Timewalk Correction in Luna¶
Luna’s approach to correcting timewalk is based on a statistical method that utilizes cluster data instead of test pulses to estimate the true time of arrival. The algorithm can be described through the following steps, both in words and using mathematical notation:
- Cluster Time of Arrival (cToA) Estimation:
The time of arrival for a cluster (cToA) is estimated as the time of arrival of the pixel with the maximum energy (cToT) within the cluster.
\[t_{\text{cToA}} = t_{\text{ToA}}( \text{argmax}( \text{ToT}))\]where
\[t_{\text{ToA}}( \text{argmax}( \text{ToT}))\]represents the time of arrival of the pixel with the maximum ToT within the cluster.
- Delta Time of Arrival (dToA) Calculation:
For each pixel in the cluster, the Delta (difference in) Time of Arrival (dToA) is calculated relative to the cToA. This is expressed as:
\[\Delta t_{\text{dToA}} = t_{\text{ToA}} - t_{\text{cToA}}\]
- Timewalk Matrix Construction:
The dToAs are grouped into a two-dimensional matrix based on their ToT and the cluster’s cToT. This matrix, known as the Timewalk Matrix, is used to analyze the timewalk effect across different energy levels. The matrix is constructed by averaging the dToAs within each bin, defined by the pixel’s ToT and the cluster’s cToT:
\[M(i, j) = \frac{1}{N(i, j)} \sum_{\text{hits}} \Delta t_{\text{dToA}}\]where
\begin{align*} M(i, j) & = \text{is the matrix entry for ToT bin i and cToT bin j} \\ N(i, j) & = \text{is the number of hits in that bin} \end{align*}Note
In luna output the
Timewalk Matrix
is in Long form, where each row represents a (cToT, ToT) pair. Rows which are empty (i.e. no cToT/ToT intersection) are removed before writing to disc.
- Lookup Table Generation:
The Timewalk Matrix is used to generate a lookup table of correction factors, which are then applied to correct the time of arrival (ToA) of pixel hits. This process involves the following steps:
Plotting a heatmap of the Timewalk Matrix with cluster ToT values on the X-axis and pixel ToT values on the Y-axis.
Determining a cToT cut by analyzing the heatmap to identify where further increases in cToT result in minimal changes to the timewalk correction.
Discarding data below the cToT cut, and averaging the remaining data to determine the correction factor for all cToT values higher than the cut.
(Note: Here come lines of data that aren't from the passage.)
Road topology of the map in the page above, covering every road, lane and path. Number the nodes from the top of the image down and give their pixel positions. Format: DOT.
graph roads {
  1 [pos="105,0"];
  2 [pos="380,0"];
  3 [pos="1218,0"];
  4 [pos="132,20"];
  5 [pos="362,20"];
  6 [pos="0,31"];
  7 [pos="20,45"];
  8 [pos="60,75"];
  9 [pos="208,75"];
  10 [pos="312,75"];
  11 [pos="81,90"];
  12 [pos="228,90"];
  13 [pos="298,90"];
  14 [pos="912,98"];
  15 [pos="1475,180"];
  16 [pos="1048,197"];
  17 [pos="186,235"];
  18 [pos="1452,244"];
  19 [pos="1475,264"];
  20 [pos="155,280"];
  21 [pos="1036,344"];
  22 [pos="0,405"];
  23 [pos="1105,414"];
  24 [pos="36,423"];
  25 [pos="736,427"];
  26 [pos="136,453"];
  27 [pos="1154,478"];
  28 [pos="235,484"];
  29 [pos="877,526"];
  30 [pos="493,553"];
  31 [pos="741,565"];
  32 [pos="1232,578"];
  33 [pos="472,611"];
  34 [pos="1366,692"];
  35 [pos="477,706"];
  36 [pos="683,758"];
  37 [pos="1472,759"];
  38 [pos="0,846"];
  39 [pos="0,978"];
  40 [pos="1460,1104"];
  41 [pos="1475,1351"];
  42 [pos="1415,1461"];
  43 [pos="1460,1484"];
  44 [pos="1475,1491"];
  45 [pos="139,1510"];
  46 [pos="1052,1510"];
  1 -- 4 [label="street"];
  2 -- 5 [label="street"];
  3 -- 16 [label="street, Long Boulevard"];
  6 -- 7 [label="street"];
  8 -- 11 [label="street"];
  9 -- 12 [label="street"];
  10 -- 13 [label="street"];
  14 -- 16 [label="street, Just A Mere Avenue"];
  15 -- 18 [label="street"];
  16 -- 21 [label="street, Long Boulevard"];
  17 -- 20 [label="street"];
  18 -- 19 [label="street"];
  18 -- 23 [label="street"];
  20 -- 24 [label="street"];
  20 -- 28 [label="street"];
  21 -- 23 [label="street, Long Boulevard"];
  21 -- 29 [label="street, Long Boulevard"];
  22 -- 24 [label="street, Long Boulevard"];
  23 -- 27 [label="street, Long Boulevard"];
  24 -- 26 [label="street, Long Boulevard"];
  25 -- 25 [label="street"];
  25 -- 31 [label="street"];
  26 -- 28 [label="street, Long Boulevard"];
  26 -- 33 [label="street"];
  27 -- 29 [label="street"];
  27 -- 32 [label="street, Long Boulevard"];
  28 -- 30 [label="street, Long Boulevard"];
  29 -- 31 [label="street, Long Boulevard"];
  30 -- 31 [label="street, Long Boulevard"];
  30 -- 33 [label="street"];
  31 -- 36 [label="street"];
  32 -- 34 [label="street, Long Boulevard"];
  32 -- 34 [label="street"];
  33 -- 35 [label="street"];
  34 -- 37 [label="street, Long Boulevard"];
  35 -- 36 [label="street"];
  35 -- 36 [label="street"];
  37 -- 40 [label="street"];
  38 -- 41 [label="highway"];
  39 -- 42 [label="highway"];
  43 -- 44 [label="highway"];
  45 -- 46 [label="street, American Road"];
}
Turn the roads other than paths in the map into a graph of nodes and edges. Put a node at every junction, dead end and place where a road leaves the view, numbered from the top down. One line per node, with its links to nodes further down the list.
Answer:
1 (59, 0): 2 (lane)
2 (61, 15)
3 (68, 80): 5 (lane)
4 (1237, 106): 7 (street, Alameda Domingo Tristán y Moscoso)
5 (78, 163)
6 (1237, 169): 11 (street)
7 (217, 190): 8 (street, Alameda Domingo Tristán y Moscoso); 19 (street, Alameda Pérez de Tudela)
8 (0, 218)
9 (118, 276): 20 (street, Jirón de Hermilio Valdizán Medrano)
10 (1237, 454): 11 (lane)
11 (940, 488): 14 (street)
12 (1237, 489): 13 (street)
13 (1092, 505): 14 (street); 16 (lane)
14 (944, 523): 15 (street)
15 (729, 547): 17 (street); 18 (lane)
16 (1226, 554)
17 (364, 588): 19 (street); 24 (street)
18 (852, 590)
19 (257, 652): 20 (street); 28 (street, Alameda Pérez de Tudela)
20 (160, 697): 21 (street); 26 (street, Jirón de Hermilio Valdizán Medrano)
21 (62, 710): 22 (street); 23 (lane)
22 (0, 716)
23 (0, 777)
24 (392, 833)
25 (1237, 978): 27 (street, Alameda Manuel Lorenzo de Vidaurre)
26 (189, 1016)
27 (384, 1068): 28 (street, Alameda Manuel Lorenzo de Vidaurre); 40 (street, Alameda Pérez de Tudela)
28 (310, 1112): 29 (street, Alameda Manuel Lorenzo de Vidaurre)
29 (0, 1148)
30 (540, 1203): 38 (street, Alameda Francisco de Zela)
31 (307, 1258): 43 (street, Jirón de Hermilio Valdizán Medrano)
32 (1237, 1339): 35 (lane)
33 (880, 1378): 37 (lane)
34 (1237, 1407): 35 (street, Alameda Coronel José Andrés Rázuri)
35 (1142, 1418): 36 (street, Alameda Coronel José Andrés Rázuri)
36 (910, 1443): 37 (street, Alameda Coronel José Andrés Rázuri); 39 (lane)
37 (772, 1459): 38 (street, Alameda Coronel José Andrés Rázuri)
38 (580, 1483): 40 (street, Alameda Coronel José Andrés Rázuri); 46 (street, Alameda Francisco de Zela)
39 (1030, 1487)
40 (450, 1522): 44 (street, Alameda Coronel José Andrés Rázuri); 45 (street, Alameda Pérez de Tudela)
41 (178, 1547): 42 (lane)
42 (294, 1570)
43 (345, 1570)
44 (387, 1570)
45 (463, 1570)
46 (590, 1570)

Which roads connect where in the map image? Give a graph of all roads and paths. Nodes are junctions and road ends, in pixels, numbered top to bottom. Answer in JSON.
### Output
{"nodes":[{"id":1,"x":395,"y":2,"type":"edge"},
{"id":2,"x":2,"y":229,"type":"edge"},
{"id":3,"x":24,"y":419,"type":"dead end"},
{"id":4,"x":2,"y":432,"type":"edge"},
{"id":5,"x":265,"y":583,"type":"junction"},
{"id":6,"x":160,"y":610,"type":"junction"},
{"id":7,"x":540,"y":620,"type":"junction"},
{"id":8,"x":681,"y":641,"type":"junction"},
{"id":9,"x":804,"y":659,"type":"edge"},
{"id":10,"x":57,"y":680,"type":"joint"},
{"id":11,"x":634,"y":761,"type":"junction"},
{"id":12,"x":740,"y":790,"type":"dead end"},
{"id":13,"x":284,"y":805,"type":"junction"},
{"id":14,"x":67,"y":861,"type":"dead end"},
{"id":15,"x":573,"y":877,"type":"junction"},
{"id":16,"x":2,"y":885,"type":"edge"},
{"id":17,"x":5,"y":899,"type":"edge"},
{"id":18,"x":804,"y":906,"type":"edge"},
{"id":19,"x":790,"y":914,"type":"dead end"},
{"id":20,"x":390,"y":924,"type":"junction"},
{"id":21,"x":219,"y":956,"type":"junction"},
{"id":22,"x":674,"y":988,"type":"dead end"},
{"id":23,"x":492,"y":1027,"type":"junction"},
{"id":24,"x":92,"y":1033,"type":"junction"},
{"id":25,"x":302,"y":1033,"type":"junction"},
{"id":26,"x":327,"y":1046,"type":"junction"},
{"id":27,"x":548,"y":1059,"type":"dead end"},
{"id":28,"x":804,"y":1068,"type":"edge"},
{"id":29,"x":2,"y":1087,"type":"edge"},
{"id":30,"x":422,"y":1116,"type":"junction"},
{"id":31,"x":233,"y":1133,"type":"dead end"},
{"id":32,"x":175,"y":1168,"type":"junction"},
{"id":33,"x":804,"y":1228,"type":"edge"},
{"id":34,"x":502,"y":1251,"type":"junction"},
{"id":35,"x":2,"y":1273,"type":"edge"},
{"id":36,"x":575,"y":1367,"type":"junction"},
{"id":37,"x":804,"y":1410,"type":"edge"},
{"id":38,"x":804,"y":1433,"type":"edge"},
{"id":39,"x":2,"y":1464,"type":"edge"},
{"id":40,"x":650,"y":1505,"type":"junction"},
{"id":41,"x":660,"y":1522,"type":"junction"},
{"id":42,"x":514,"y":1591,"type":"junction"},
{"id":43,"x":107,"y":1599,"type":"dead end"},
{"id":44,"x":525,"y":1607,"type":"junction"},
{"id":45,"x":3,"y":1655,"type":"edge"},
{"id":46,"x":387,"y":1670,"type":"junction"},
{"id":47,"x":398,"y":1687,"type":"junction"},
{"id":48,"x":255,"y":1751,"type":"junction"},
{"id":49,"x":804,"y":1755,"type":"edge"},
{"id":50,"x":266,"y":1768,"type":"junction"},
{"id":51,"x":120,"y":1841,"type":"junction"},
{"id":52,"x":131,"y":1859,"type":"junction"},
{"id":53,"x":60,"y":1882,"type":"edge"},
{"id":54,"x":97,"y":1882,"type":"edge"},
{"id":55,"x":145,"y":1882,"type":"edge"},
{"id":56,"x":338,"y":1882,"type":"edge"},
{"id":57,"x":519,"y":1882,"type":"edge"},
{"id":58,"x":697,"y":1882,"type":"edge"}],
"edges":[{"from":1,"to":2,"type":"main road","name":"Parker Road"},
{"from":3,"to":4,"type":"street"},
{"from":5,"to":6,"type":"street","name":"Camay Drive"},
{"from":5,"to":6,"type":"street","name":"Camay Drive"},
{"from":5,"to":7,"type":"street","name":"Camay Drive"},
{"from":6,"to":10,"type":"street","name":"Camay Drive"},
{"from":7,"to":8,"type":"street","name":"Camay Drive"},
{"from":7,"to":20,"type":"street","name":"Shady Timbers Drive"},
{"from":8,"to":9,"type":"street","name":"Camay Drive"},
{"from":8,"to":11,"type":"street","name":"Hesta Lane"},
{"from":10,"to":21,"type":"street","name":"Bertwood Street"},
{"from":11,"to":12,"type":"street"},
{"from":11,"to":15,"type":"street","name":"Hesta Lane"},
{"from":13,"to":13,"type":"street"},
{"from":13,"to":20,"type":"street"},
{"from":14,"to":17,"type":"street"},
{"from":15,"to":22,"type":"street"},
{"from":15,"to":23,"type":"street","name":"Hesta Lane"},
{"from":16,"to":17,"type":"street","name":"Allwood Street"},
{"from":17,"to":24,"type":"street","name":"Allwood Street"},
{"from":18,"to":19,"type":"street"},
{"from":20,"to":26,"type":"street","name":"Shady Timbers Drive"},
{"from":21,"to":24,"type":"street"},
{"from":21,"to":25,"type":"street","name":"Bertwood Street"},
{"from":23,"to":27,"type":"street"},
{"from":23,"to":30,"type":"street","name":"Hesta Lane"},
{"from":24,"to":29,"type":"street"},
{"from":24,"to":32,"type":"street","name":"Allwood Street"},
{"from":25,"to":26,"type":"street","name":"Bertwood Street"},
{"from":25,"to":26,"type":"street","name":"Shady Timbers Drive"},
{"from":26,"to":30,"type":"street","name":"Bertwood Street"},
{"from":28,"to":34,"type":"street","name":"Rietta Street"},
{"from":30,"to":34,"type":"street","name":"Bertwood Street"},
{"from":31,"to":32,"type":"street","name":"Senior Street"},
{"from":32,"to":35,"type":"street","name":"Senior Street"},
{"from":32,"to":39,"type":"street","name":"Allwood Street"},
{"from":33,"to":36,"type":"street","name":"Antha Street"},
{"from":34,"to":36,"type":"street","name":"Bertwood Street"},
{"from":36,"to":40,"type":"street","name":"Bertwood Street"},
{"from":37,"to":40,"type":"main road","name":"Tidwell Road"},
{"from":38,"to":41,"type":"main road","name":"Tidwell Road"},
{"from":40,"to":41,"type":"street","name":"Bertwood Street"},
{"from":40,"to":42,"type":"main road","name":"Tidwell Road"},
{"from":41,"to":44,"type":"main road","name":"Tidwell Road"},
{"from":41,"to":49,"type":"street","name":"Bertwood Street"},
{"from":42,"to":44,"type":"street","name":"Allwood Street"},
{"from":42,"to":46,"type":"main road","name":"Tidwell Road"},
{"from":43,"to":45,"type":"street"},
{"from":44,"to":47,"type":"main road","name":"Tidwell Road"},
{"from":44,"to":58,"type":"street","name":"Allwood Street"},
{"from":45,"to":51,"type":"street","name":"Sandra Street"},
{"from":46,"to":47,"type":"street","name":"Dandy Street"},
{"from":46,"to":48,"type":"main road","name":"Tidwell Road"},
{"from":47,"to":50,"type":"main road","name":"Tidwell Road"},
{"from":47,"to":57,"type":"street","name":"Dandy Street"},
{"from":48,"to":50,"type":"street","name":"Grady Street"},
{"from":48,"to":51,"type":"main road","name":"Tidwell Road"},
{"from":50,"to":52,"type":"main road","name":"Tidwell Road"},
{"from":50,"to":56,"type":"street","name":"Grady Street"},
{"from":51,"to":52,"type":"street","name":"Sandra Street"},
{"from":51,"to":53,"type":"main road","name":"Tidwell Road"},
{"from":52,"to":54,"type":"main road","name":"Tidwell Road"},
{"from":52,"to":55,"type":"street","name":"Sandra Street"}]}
This correction factor, denoted as $L(j)$, is calculated by:
\[L(j) = \frac{1}{|J|} \sum_{i \in J} M(i, j)\]where
\[\begin{split}\begin{align*} L(j) &= \text{the lookup table entry for pixel ToT bin j}\\ J &= \text{the set of bins above the cToT cut} \end{align*}\end{split}\]
- Timewalk Correction
The correction factor $L(j)$ is then subtracted from each pixel’s time of arrival to correct for timewalk effects:
\[t_{\text{corrected}} = t_{\text{ToA}} - L(j)\]
Here,
\[\begin{split}\begin{align*} t_{\text{corrected}} &= \text{the corrected time of arrival} \\ t_{\text{ToA}} &= \text{the original time of arrival}\\ L(j) &= \text{the lookup table correction factor corresponding to the pixel's ToT} \end{align*}\end{split}\]
Conclusion¶
Luna’s timewalk correction offers a practical and scalable method for mitigating timewalk effects in pixel detectors like the Timepix3. By using statistical analysis of cluster data, Luna provides a way to correct for timewalk without the need for extensive experimental calibration, making it suitable for a wide range of applications in high-energy physics and other fields where timewalk is a concern.
Acknowledgements¶
We thank Dr. Peter Svihra for sharing his method of timewalk correction with us to implement in Luna.